Their ongoing mission, involves diving down 4,000 metres for a month expedition into the eerie life, thriving below the ocean’s surface.
They’re actually hoping to uncover a plethora of disturbing beasts – which to be honest, look pretty similar to Ridley Scott’s Alien creation and I can categorically say, I have no desire to come face-to-face with any of them.
Humpback blackdevils – seems appropriate – hatchetfish and the relatively innocent sounding football anglers are among the chilling monsters swimming in the ocean’s depths and none of them look pleasant.
Tim O’Hara – a scientist for Museums Victoria – is leading the research team to a pioneering depth 100 times lower than your average ‘deep sea dive’, and an eight times deeper than the lowest point an American submarine can reach.

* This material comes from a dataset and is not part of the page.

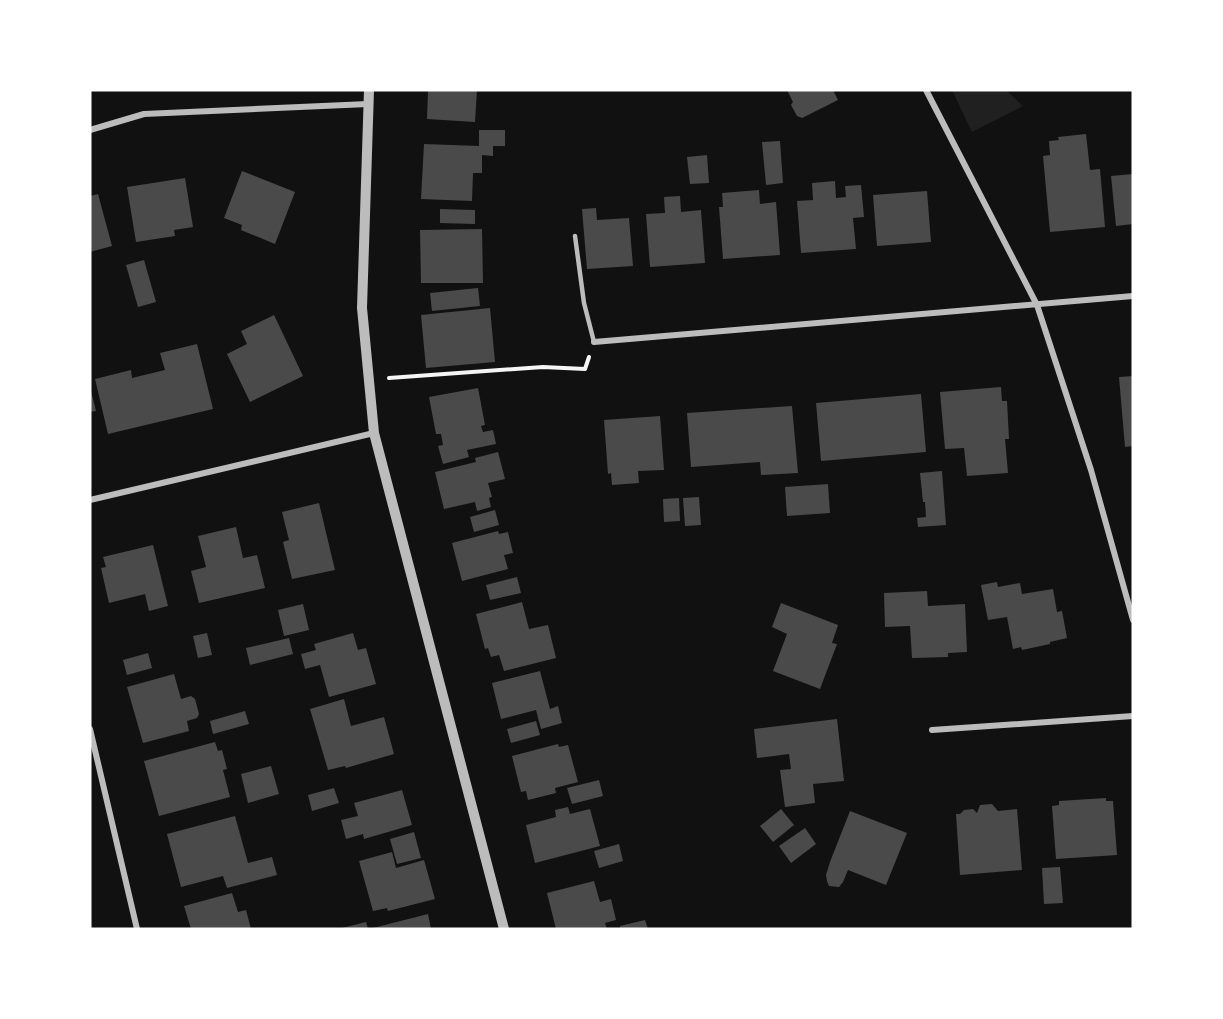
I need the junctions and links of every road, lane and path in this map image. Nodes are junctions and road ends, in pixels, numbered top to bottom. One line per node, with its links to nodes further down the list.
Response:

The abyss is the largest habitat on the planet, covering half the world’s oceans and one third of Australia’s marine territory, but we know very little about it.
Of course in order for the team to tackle their fears down their, the latest in technology will be required, including multibeam sonars, sleds, grabbers, cameras and nets to ensnare their nightmarish finds.
Abyssal animals have been around for at least 40 million years, but until recently only a handful of samples has been collected from Australia’s abyss.
In order for the alarming species down there to survive, they have been forced to adapt to unbelievably tough conditions. They survive in almost freezing waters and bone-crushing pressure, with very little food.
It’s a world of jellies and fangs, with miniature monsters gliding up and down waiting for prey.
Many animals have no eyes, or produce their own light through bioluminescence.
The Research Vessel Investigator set off from Bell Bay port in Tasmania on Sunday in search of some creepy-as-fuck fish.
Good luck to the guys as they start their investigation, who knows what they might discover!